I'm currently working on migrating the functionality of an old element management system (Solarwinds) to Elastic/Heartbeat for monitoring and alerting of devices when they go down and come back up.
I've had a lot of success with Heartbeat for many different use cases, but in this case, I need to achieve alerting behavior from heartbeat that I'm having a bit of a problem implementing.
This is the required functionality I've been asked to replicate:
Heartbeat performs ICMP requests to each monitored device (Easy enough)
in watcher, If monitor.status is "down" but was "up" in the last poll, send an alert
in watcher, If monitor.status is up and the last poll was down, send an email stating that the device is now back up.

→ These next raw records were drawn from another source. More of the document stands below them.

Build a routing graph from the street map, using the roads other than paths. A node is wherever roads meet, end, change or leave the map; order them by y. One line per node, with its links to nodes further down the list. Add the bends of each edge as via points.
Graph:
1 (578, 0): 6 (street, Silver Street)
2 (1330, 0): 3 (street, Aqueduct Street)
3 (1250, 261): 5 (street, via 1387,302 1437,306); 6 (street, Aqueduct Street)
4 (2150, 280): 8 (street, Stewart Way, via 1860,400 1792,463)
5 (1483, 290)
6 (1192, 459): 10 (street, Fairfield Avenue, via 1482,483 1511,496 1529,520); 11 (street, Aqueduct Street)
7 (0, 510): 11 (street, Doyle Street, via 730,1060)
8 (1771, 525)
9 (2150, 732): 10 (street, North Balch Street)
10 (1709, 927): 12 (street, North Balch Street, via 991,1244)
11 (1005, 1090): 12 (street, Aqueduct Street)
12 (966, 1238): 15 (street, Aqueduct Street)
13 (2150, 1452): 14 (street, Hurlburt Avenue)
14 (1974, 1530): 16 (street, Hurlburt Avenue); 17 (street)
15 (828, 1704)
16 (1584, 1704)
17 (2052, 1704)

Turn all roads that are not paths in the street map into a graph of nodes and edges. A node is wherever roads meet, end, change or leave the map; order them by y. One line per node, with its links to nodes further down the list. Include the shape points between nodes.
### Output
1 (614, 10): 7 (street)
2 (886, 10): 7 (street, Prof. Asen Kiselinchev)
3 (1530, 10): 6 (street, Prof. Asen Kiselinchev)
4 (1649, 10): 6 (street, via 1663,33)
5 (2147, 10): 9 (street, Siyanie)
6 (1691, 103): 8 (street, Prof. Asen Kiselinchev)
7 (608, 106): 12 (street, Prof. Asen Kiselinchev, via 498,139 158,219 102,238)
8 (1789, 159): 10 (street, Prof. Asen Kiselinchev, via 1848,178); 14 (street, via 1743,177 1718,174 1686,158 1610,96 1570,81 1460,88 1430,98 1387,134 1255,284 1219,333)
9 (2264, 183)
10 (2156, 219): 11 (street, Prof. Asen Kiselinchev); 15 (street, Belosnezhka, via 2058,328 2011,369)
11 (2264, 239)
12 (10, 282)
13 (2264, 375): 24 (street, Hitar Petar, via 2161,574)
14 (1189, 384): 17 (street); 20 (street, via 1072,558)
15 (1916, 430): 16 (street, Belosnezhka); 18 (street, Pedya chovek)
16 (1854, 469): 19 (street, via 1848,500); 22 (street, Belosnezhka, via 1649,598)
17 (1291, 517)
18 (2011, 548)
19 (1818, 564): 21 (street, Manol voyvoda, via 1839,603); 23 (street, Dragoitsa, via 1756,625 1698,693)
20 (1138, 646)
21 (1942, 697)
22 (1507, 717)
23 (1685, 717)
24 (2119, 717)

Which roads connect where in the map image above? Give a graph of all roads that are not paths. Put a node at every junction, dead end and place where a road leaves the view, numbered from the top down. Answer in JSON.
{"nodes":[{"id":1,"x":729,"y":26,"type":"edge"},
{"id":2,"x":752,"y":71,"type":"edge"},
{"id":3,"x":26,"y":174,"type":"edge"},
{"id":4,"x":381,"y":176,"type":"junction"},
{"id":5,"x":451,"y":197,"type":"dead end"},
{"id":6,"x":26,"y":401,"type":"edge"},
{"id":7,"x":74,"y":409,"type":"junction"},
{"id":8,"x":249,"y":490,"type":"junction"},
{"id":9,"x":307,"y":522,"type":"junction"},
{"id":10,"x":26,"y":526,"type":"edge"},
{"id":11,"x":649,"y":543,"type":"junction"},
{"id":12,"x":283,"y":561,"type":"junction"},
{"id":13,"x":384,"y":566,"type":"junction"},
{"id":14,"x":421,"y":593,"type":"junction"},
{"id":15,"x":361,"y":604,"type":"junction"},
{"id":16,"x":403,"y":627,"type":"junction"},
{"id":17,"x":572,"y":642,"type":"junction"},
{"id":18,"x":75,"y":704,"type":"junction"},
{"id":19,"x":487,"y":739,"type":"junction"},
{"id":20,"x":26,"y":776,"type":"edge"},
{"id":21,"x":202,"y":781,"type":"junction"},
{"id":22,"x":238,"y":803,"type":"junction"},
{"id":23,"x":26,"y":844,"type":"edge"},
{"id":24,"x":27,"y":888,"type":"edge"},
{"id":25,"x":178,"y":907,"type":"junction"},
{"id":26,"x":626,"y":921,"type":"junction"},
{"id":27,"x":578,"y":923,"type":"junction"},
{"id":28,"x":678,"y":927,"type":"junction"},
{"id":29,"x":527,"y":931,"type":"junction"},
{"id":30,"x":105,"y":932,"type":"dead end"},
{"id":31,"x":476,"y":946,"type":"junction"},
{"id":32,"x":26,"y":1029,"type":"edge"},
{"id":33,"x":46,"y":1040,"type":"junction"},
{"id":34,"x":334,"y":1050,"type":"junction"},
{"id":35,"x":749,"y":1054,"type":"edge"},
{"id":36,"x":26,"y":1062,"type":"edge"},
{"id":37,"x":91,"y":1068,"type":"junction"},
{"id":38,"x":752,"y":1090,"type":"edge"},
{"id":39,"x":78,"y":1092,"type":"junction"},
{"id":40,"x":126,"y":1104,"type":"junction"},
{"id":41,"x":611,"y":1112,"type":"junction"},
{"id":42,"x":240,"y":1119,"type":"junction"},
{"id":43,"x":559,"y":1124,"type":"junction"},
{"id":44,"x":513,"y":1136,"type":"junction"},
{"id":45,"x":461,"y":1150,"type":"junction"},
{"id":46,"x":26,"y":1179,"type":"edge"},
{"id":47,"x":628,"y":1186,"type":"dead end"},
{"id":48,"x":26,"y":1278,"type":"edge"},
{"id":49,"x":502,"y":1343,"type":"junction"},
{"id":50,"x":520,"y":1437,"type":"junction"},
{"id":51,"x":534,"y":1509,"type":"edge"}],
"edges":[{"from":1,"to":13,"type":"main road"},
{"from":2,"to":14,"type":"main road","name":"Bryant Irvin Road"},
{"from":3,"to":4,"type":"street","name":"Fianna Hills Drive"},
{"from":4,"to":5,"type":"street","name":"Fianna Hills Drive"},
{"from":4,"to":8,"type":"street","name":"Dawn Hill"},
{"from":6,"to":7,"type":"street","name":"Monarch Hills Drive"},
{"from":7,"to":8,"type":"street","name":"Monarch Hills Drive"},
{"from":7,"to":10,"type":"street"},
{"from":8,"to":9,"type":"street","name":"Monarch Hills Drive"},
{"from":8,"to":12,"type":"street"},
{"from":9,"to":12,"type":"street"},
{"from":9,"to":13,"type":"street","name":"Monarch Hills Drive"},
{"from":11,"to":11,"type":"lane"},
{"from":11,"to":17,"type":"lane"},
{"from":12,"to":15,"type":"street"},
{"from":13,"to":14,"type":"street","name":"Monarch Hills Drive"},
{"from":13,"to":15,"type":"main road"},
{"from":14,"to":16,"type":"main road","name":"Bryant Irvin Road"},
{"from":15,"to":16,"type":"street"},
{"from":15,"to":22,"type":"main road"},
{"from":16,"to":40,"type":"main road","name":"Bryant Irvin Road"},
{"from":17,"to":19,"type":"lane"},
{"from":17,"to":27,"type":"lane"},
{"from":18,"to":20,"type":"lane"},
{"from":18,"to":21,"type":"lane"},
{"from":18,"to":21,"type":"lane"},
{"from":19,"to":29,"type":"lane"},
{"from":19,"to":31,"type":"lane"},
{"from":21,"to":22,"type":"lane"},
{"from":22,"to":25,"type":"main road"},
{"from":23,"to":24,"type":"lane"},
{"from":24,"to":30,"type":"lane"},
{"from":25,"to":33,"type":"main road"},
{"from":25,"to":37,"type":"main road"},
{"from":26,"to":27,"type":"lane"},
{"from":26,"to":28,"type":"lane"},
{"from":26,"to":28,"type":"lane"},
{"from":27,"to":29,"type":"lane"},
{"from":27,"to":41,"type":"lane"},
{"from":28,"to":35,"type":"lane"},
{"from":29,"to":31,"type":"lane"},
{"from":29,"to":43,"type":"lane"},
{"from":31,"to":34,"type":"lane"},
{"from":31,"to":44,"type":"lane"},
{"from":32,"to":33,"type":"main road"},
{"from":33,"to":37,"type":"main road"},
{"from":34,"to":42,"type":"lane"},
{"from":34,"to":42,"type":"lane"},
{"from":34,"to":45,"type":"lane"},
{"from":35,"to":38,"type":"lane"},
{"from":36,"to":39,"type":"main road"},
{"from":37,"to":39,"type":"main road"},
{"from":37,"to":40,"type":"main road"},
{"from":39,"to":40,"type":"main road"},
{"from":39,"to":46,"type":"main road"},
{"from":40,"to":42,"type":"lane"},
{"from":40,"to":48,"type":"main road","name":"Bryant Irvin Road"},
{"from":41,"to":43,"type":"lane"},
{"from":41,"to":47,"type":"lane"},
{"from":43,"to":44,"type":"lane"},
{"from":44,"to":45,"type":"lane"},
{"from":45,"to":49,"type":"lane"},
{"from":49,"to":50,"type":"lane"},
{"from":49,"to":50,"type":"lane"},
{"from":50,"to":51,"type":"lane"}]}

I've written an application that essentially does this for other environments, but the person requesting this behavior is determined to use Heartbeat and get this functionality out of it.
Does anyone have experiencing writing a Watcher alert that can accomplish this? I don't expect anyone to write this alert for me, I'd just like to know if anyone has done this in the past, and if it's worth it to add somewhat complex logic to a watcher alert instead of using a simple polling/emailing python script that uses Elastic as a back-end.
I sincerely appreciate any advice!
Edit: Just to throw out there, I've heard of this behavior being implemented by creating a watcher alert for a single host, in this case I'm monitoring thousands of devices so those solutions won't cut it =[